Could you repeat every line below exactly, skipping the images?
..........
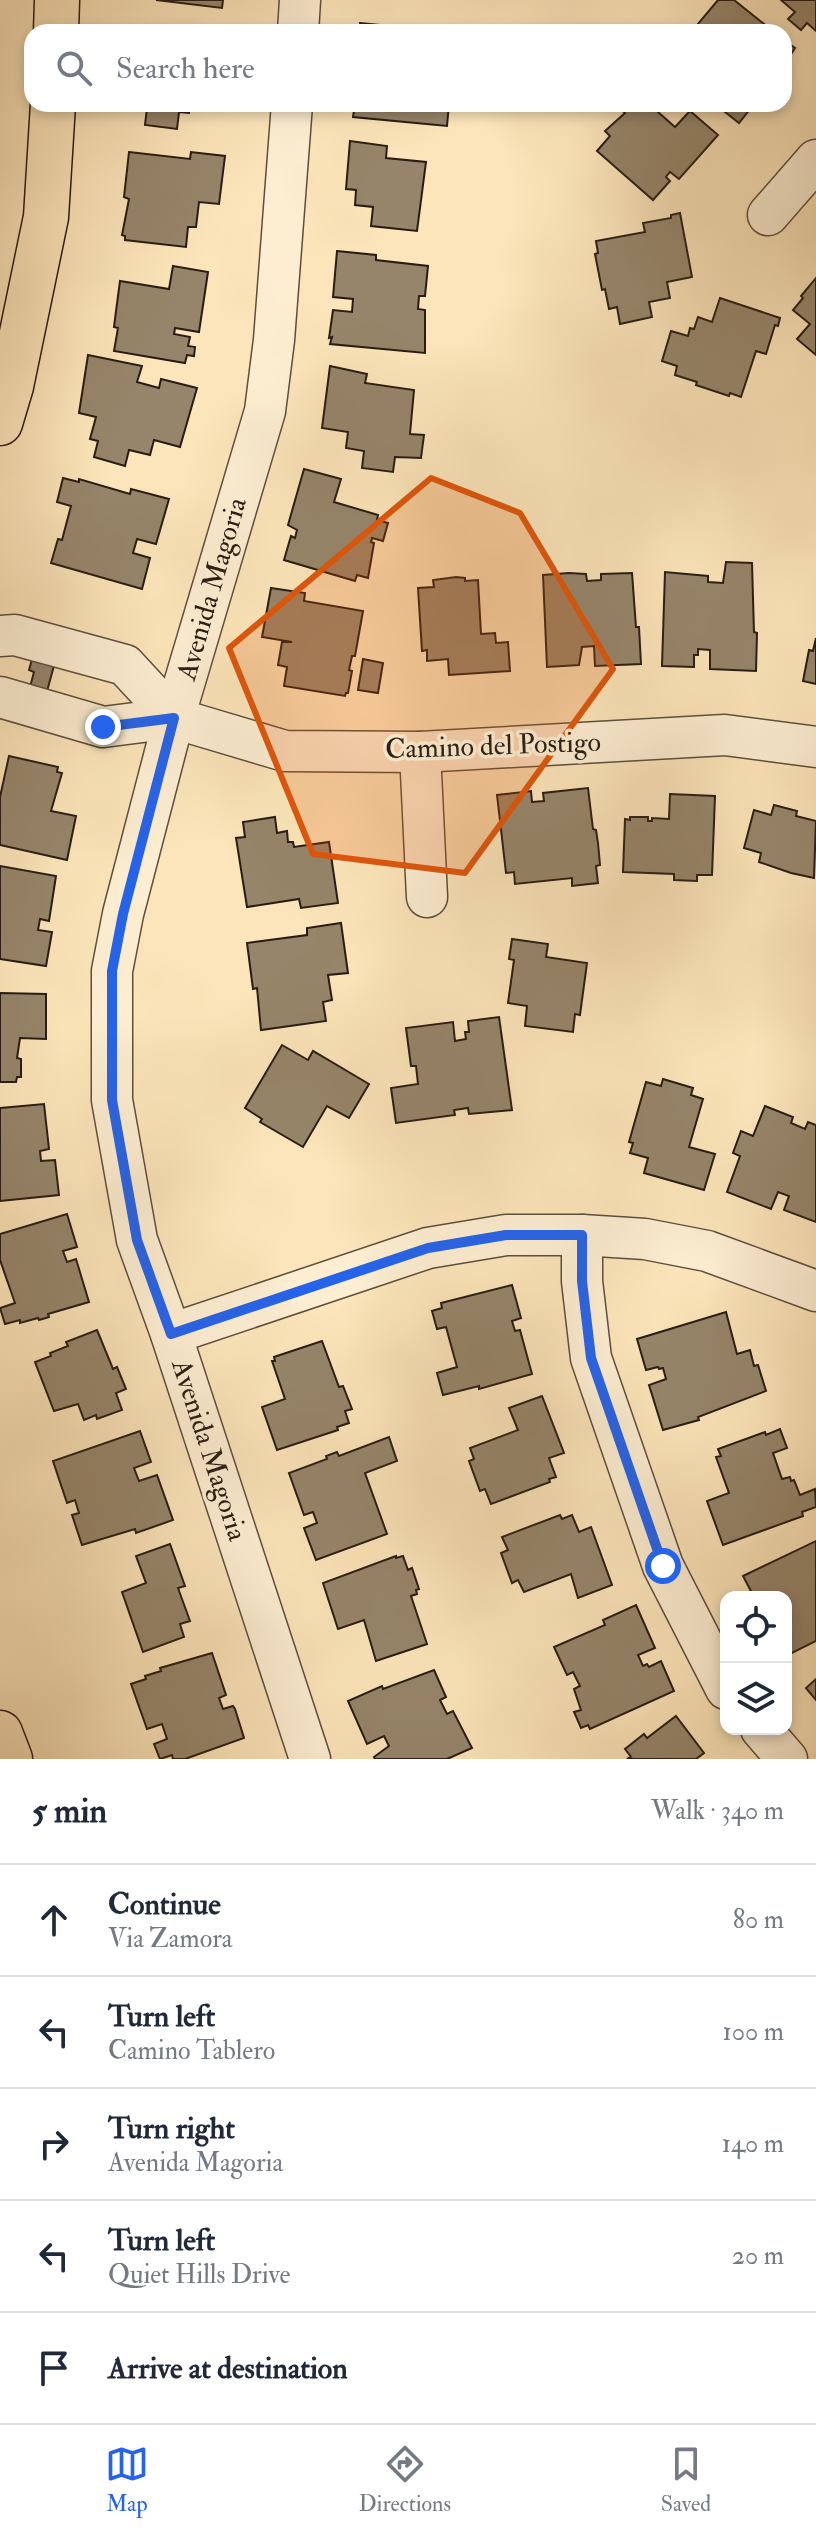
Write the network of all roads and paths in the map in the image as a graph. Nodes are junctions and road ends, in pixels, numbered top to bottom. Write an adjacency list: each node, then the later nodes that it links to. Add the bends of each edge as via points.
1 (57, 0): 3 (main road)
2 (300, 0): 4 (street)
3 (56, 24)
4 (298, 24)
5 (53, 112): 9 (main road, via 46,217)
6 (291, 112): 12 (street, Avenida Magoria, via 265,411)
7 (816, 160): 8 (street)
8 (768, 215)
9 (0, 423)
10 (0, 636): 12 (street, via 15,635 125,665)
11 (0, 697): 12 (street, via 103,727)
12 (174, 718): 14 (street, Camino del Postigo, via 285,751); 18 (street, Avenida Magoria, via 112,971 112,1100 137,1240)
13 (816, 747): 14 (street, Camino del Postigo, via 725,735)
14 (420, 752): 15 (street)
15 (427, 897)
16 (582, 1235): 17 (street, via 645,1239 707,1251); 18 (street, via 506,1235 428,1248); 19 (street, via 591,1358 663,1566)
17 (816, 1291)
18 (171, 1334): 23 (street, Avenida Magoria)
19 (720, 1677)
20 (0, 1733): 22 (main road)
21 (766, 1735): 24 (street)
22 (10, 1759)
23 (310, 1759)
24 (787, 1759)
..........
_Output:_
Write the network of all roads and paths in the map in the image as a graph. Nodes are junctions and road ends, in pixels, numbered top to bottom. Write an adjacency list: each node, then the later nodes that it links to. Add the bends of each edge as via points.
1 (57, 0): 3 (main road)
2 (300, 0): 4 (street)
3 (56, 24)
4 (298, 24)
5 (53, 112): 9 (main road, via 46,217)
6 (291, 112): 12 (street, Avenida Magoria, via 265,411)
7 (816, 160): 8 (street)
8 (768, 215)
9 (0, 423)
10 (0, 636): 12 (street, via 15,635 125,665)
11 (0, 697): 12 (street, via 103,727)
12 (174, 718): 14 (street, Camino del Postigo, via 285,751); 18 (street, Avenida Magoria, via 112,971 112,1100 137,1240)
13 (816, 747): 14 (street, Camino del Postigo, via 725,735)
14 (420, 752): 15 (street)
15 (427, 897)
16 (582, 1235): 17 (street, via 645,1239 707,1251); 18 (street, via 506,1235 428,1248); 19 (street, via 591,1358 663,1566)
17 (816, 1291)
18 (171, 1334): 23 (street, Avenida Magoria)
19 (720, 1677)
20 (0, 1733): 22 (main road)
21 (766, 1735): 24 (street)
22 (10, 1759)
23 (310, 1759)
24 (787, 1759)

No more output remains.